Cartagena de Indias

25th February 2011

The walled old town of Cartagena de Indias [16] on Colombia´s north coast evokes images of its past grandeur as a major Spanish port.  Founded in 1533, shipments of gold and emeralds left from the port and settlers and slaves arrived.  To protect the city from constant pirate attacks, the fortifications included 11 kilometres of walls up to 12 meters thick and a dozen forts.  Castillo de San Felipe de Barajas was the greatest and strongest fortress built by the Spaniards in any of their colonies.  Inside the walls, balconies covered in bougainvillea hang over narrow twisting streets filled with brightly painted houses.  Cartagena is a beautiful city with a strong African flavour.  We spent a week there staying in Casa Villa Colonial in the historic area of Getsemaní.


An hour out of Cartagena, Volcán de Lodo El Totumo (mud volcano) rises 20 meters above the ground making a miniature volcano with a thick muddy crater at the top.   We went up the ladder on the side of the hill and into the mud, thick as chocolate on a hot day.  It was the strangest experience floating (wallowing) in the mud – you cannot stand, but you cannot sink.  Afterwards we were washed off in the nearby lake by old women who had no hesitation in ordering “take off the pants”.


The plan is to sail off into the sunset on the 26 February with Captain John on the 60 foot yacht The Wild Card so after 17 months it is bye bye South America and hello Central America.

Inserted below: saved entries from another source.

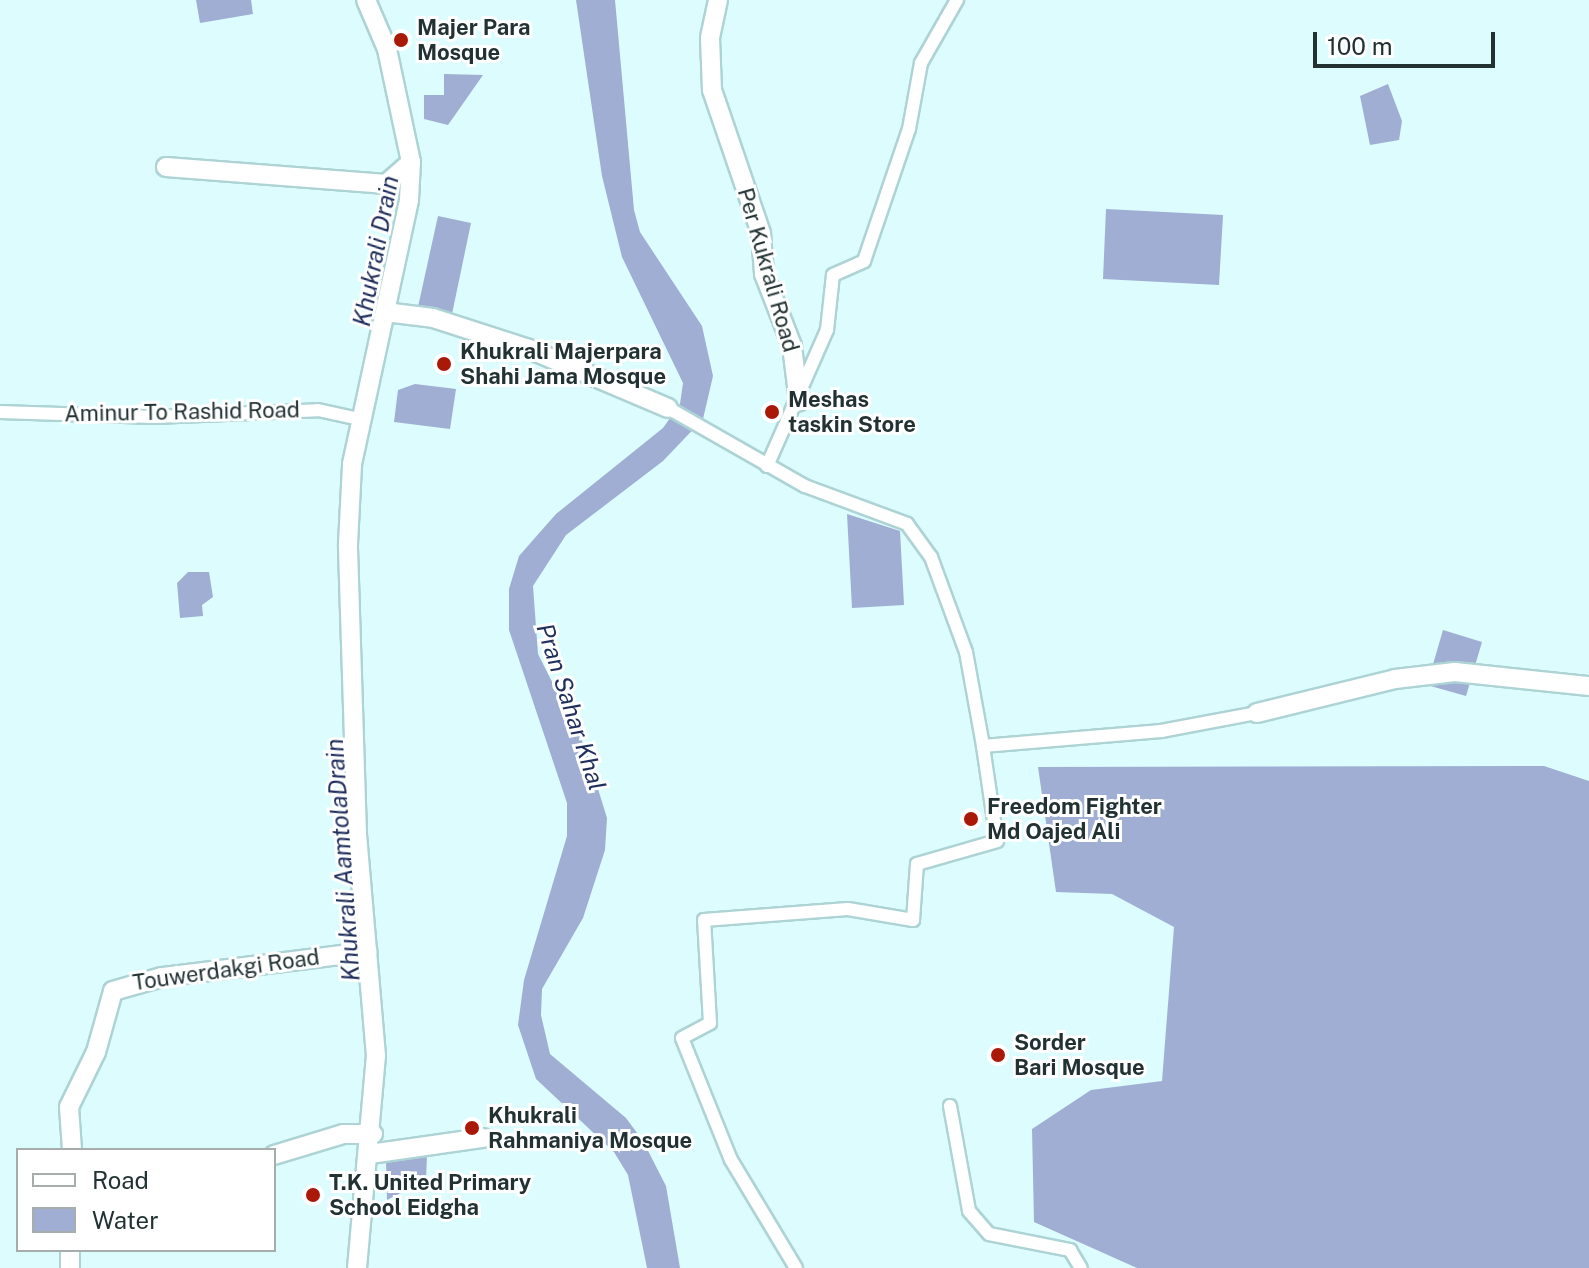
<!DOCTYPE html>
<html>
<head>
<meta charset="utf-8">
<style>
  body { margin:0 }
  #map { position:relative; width:1589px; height:1268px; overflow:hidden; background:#ddfcfd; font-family:"Public Sans",sans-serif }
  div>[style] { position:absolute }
  .water>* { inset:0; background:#9faed2 }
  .roads { filter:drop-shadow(2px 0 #add3d5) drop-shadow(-2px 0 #add3d5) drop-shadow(0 2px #add3d5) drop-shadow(0 -2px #add3d5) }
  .street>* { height:12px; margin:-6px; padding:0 6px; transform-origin:6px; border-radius:6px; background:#fff }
  .secondary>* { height:18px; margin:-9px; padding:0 9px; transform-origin:9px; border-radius:9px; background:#fff }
  .dots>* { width:22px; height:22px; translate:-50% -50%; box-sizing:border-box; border:4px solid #fff; border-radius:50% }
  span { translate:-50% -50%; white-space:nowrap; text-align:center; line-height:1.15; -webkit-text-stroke:6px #fff; paint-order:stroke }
  .poi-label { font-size:22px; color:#223132; font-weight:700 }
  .left { translate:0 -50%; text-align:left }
  .street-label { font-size:22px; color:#223132 }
  .water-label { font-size:24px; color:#1f2e5c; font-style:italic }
  .legend { position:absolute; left:16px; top:1148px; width:260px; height:104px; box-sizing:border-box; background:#fff; border:2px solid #a7adad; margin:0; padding:10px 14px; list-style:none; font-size:24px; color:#223132 }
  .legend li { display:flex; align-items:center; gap:16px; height:40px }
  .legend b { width:40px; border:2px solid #a7adad }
  .scale { position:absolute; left:1313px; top:32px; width:182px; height:36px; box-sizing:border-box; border:4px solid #223132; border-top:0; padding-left:10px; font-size:24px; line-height:28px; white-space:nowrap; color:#223132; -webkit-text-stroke:6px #fff; paint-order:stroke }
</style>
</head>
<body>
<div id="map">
  <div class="water">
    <i style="clip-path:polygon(196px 0,251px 0,253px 14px,200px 23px)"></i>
    <i style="clip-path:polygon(576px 0,615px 0,634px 210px,640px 232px,702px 326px,713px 376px,703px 419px,663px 461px,566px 535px,533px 586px,538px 654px,585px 747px,607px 818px,605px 850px,583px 918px,542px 989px,541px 1015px,550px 1054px,626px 1118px,643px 1141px,666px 1186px,680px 1268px,647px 1268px,628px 1175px,614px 1152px,536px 1079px,518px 1025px,524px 980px,567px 836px,567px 803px,509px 630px,509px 589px,519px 556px,556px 514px,663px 428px,680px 404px,683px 383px,622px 257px,602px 176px)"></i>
    <i style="clip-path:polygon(444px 74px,483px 75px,448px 125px,424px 119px,424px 95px,444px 95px)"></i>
    <i style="clip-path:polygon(1388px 84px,1402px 121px,1399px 140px,1370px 145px,1360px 96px)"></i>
    <i style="clip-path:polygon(1106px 209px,1223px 215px,1219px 285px,1103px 279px)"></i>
    <i style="clip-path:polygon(438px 216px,471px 223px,452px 314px,418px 307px)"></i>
    <i style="clip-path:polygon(415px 384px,456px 389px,450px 429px,394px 422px,398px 390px)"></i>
    <i style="clip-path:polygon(847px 514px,900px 531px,904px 605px,852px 608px)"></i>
    <i style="clip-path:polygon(188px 572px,209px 572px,213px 597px,202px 605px,203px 616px,180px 618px,177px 583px)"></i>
    <i style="clip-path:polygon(1443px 630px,1482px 642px,1466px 696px,1427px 685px)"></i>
    <i style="clip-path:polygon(1544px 766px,1589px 781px,1589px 1268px,1137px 1268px,1034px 1222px,1032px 1129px,1091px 1090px,1162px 1081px,1174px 927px,1112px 894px,1056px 892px,1038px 767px)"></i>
    <i style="clip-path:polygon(427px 1154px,426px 1180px,387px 1200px,386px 1160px)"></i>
  </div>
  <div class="roads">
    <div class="street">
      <i style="left:668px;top:408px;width:158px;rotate:29.7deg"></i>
      <i style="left:805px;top:486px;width:109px;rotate:20.4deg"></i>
      <i style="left:907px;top:524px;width:41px;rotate:54deg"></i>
      <i style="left:931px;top:557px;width:101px;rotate:69.8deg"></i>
      <i style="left:966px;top:652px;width:96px;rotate:79.7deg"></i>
      <i style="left:983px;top:746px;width:179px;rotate:-4.8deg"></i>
      <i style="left:1161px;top:731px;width:98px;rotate:-10.6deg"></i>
      <i style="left:0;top:412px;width:154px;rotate:1.9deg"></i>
      <i style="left:154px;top:417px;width:164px;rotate:-2.4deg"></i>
      <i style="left:318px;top:410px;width:47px;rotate:12.3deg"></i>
      <i style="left:767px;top:466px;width:149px;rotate:-66.2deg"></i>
      <i style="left:827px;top:330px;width:55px;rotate:-83.8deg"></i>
      <i style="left:833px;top:275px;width:34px;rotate:-24deg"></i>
      <i style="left:864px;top:261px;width:139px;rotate:-71.2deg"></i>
      <i style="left:909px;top:129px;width:67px;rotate:-79.7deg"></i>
      <i style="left:921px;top:63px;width:73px;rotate:-60.3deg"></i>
      <i style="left:950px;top:1106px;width:107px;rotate:79.7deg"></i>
      <i style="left:969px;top:1211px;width:30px;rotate:49deg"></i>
      <i style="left:989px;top:1234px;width:83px;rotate:11.2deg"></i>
      <i style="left:1070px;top:1250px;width:21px;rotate:59deg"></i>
      <i style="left:796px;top:1268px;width:126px;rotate:-121deg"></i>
      <i style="left:731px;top:1160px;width:131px;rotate:-111.9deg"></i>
      <i style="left:682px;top:1038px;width:32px;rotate:-28deg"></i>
      <i style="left:710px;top:1023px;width:103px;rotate:-93.3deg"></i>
      <i style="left:704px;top:920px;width:144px;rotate:-4.4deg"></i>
      <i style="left:848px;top:909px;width:66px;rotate:9.6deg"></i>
      <i style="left:913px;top:920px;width:56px;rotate:-85.9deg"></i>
      <i style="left:917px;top:864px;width:83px;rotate:-16deg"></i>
      <i style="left:997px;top:841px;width:96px;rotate:-98.4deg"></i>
    </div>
    <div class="secondary">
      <i style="left:718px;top:0;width:39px;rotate:102deg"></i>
      <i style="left:710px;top:38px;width:52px;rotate:87.8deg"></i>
      <i style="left:712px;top:90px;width:151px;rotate:71.1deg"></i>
      <i style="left:761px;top:233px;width:41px;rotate:85.8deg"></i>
      <i style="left:764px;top:274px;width:77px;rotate:68.7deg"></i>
      <i style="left:792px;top:346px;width:56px;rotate:82.9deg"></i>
      <i style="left:166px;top:167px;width:221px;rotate:4.4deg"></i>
      <i style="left:386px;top:184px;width:33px;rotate:-41deg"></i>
      <i style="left:385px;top:312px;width:48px;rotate:7.1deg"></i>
      <i style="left:433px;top:318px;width:101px;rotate:17.9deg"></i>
      <i style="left:529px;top:349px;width:151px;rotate:23deg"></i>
      <i style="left:1257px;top:713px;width:142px;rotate:-13.8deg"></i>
      <i style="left:1395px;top:679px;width:60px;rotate:-6.7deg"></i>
      <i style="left:1455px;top:672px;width:135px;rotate:6deg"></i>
      <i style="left:72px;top:1150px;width:43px;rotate:-94deg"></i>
      <i style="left:69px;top:1107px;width:61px;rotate:-63.9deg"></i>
      <i style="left:96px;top:1052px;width:63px;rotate:-74.4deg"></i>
      <i style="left:113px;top:991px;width:51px;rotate:-15.9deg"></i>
      <i style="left:162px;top:977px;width:207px;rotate:-7deg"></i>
      <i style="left:370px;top:1154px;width:114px;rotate:-8.1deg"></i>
      <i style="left:274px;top:1155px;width:72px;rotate:-16.9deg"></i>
      <i style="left:343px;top:1134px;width:30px"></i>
      <i style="left:70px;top:1268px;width:18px;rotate:-90deg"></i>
      <i style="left:357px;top:1268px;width:213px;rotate:-84.9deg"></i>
      <i style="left:376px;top:1056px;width:222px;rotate:-94.9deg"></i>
      <i style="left:357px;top:835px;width:291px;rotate:-91.8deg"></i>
      <i style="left:348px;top:544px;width:80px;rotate:-87.1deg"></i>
      <i style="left:352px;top:464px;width:270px;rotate:-77.8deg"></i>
      <i style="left:409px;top:200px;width:38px;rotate:-87deg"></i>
      <i style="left:411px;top:162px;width:116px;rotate:-102deg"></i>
      <i style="left:387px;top:49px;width:53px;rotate:-113.2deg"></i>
    </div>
  </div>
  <div class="dots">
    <i style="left:401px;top:40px;background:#aa1908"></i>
    <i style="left:444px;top:364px;background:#aa1908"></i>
    <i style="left:772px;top:412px;background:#aa1908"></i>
    <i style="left:971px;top:819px;background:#aa1908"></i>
    <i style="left:998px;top:1055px;background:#aa1908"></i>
    <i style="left:472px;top:1128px;background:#aa1908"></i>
    <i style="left:313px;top:1195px;background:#aa1908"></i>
  </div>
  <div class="poi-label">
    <span class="left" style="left:417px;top:40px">Majer Para<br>Mosque</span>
    <span class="left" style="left:460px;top:364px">Khukrali Majerpara<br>Shahi Jama Mosque</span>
    <span class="left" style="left:788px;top:412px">Meshas<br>taskin Store</span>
    <span class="left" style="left:987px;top:819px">Freedom Fighter<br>Md Oajed Ali</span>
    <span class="left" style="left:1014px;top:1055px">Sorder<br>Bari Mosque</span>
    <span class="left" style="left:488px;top:1128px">Khukrali<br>Rahmaniya Mosque</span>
    <span class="left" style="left:329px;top:1195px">T.K. United Primary<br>School Eidgha</span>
  </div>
  <div class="street-label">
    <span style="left:768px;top:270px;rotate:74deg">Per Kukrali Road</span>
    <span style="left:182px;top:412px;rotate:-1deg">Aminur To Rashid Road</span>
    <span style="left:226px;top:970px;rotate:-8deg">Touwerdakgi Road</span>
  </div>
  <div class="water-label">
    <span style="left:376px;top:251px;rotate:-79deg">Khukrali Drain</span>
    <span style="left:571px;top:707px;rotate:72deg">Pran Sahar Khal</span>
    <span style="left:343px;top:860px;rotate:-94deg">Khukrali AamtolaDrain</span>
  </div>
  <ul class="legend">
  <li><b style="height:10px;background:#fff"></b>Road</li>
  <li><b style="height:22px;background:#9faed2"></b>Water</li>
  </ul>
  <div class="scale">100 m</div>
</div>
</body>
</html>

Old Cartagena behind the city walls

Castillo de San Felipe de Barajas took amost 200 years to build

The Castle´s defenses were never breached

Tunnels under the fort

Which fish for lunch?

Lady selling stuff on the beach

El Totumo mud volcano

Jeff wallowing in the mud

Heading down to the lake to wash off the mud

Sailing off into the sunset from Cartagena to Panama ¡Ojalá!